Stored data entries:

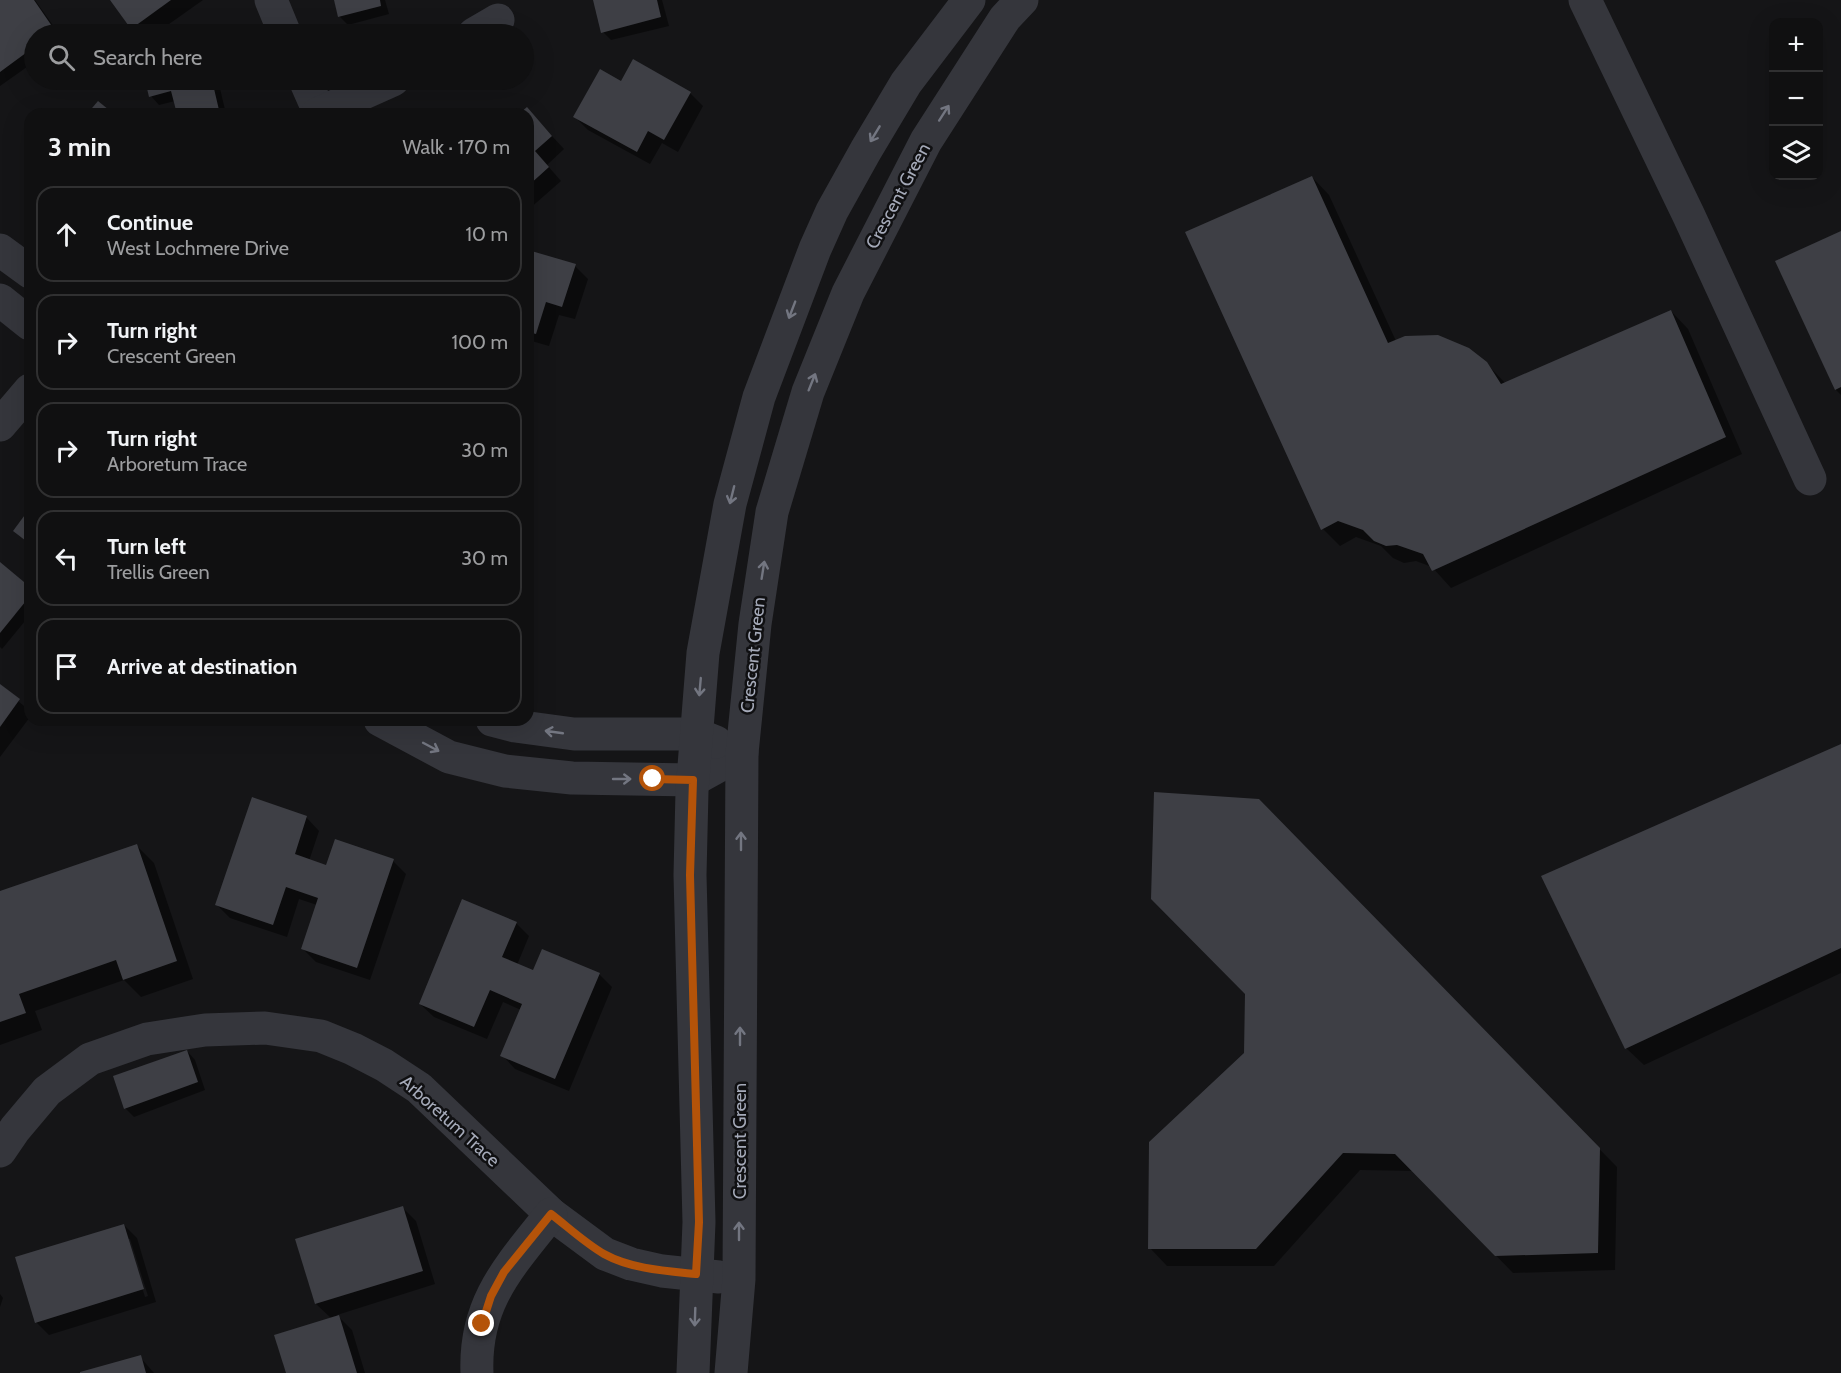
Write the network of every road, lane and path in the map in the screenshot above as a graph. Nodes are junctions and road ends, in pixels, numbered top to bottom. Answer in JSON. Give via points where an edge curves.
{"nodes":[{"id":1,"x":270,"y":0,"type":"edge"},
{"id":2,"x":969,"y":0,"type":"edge"},
{"id":3,"x":1022,"y":0,"type":"edge"},
{"id":4,"x":1585,"y":0,"type":"edge"},
{"id":5,"x":281,"y":24,"type":"edge"},
{"id":6,"x":309,"y":90,"type":"edge"},
{"id":7,"x":371,"y":90,"type":"edge"},
{"id":8,"x":317,"y":108,"type":"edge"},
{"id":9,"x":332,"y":108,"type":"edge"},
{"id":10,"x":0,"y":250,"type":"edge"},
{"id":11,"x":24,"y":268,"type":"edge"},
{"id":12,"x":0,"y":300,"type":"edge"},
{"id":13,"x":24,"y":319,"type":"edge"},
{"id":14,"x":24,"y":397,"type":"edge"},
{"id":15,"x":0,"y":425,"type":"edge"},
{"id":16,"x":1810,"y":479,"type":"dead end"},
{"id":17,"x":391,"y":726,"type":"edge"},
{"id":18,"x":515,"y":726,"type":"edge"},
{"id":19,"x":696,"y":734,"type":"junction"},
{"id":20,"x":742,"y":753,"type":"junction"},
{"id":21,"x":693,"y":780,"type":"junction"},
{"id":22,"x":0,"y":1150,"type":"edge"},
{"id":23,"x":551,"y":1214,"type":"junction"},
{"id":24,"x":696,"y":1274,"type":"junction"},
{"id":25,"x":739,"y":1279,"type":"junction"},
{"id":26,"x":477,"y":1373,"type":"edge"},
{"id":27,"x":693,"y":1373,"type":"edge"},
{"id":28,"x":731,"y":1373,"type":"edge"}],
"edges":[{"from":1,"to":5,"type":"street"},
{"from":2,"to":19,"type":"street","one_way":true,"via":[[906,83],[832,210],[763,387],[743,451],[721,548],[703,653]]},
{"from":20,"to":3,"type":"street","name":"Crescent Green","one_way":true,"via":[[754,624],[772,512],[808,392],[848,293],[926,141],[1005,18]]},
{"from":4,"to":16,"type":"street"},
{"from":6,"to":8,"type":"street"},
{"from":7,"to":9,"type":"street"},
{"from":10,"to":11,"type":"street"},
{"from":12,"to":13,"type":"street"},
{"from":14,"to":15,"type":"street"},
{"from":17,"to":21,"type":"street","one_way":true,"via":[[449,757],[505,771],[572,778]]},
{"from":19,"to":18,"type":"street","one_way":true,"via":[[574,734]]},
{"from":19,"to":20,"type":"street"},
{"from":19,"to":21,"type":"street"},
{"from":20,"to":21,"type":"street"},
{"from":25,"to":20,"type":"street","name":"Crescent Green","one_way":true},
{"from":21,"to":24,"type":"street","via":[[690,875],[699,1200]]},
{"from":22,"to":23,"type":"street","name":"Arboretum Trace","via":[[47,1091],[90,1059],[147,1039],[205,1030],[265,1028],[321,1036],[384,1065],[419,1088]]},
{"from":23,"to":24,"type":"street","name":"Arboretum Trace","via":[[605,1254],[662,1271]]},
{"from":23,"to":26,"type":"street","via":[[504,1272],[491,1296],[482,1324]]},
{"from":24,"to":25,"type":"street","name":"Arboretum Trace"},
{"from":24,"to":27,"type":"street","one_way":true},
{"from":25,"to":28,"type":"street","name":"Crescent Green"}]}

Exercise brief:
Your response should be the lines of the entries above that include the string "Trace".

Reply to the task:
{"from":22,"to":23,"type":"street","name":"Arboretum Trace","via":[[47,1091],[90,1059],[147,1039],[205,1030],[265,1028],[321,1036],[384,1065],[419,1088]]},
{"from":23,"to":24,"type":"street","name":"Arboretum Trace","via":[[605,1254],[662,1271]]},
{"from":24,"to":25,"type":"street","name":"Arboretum Trace"},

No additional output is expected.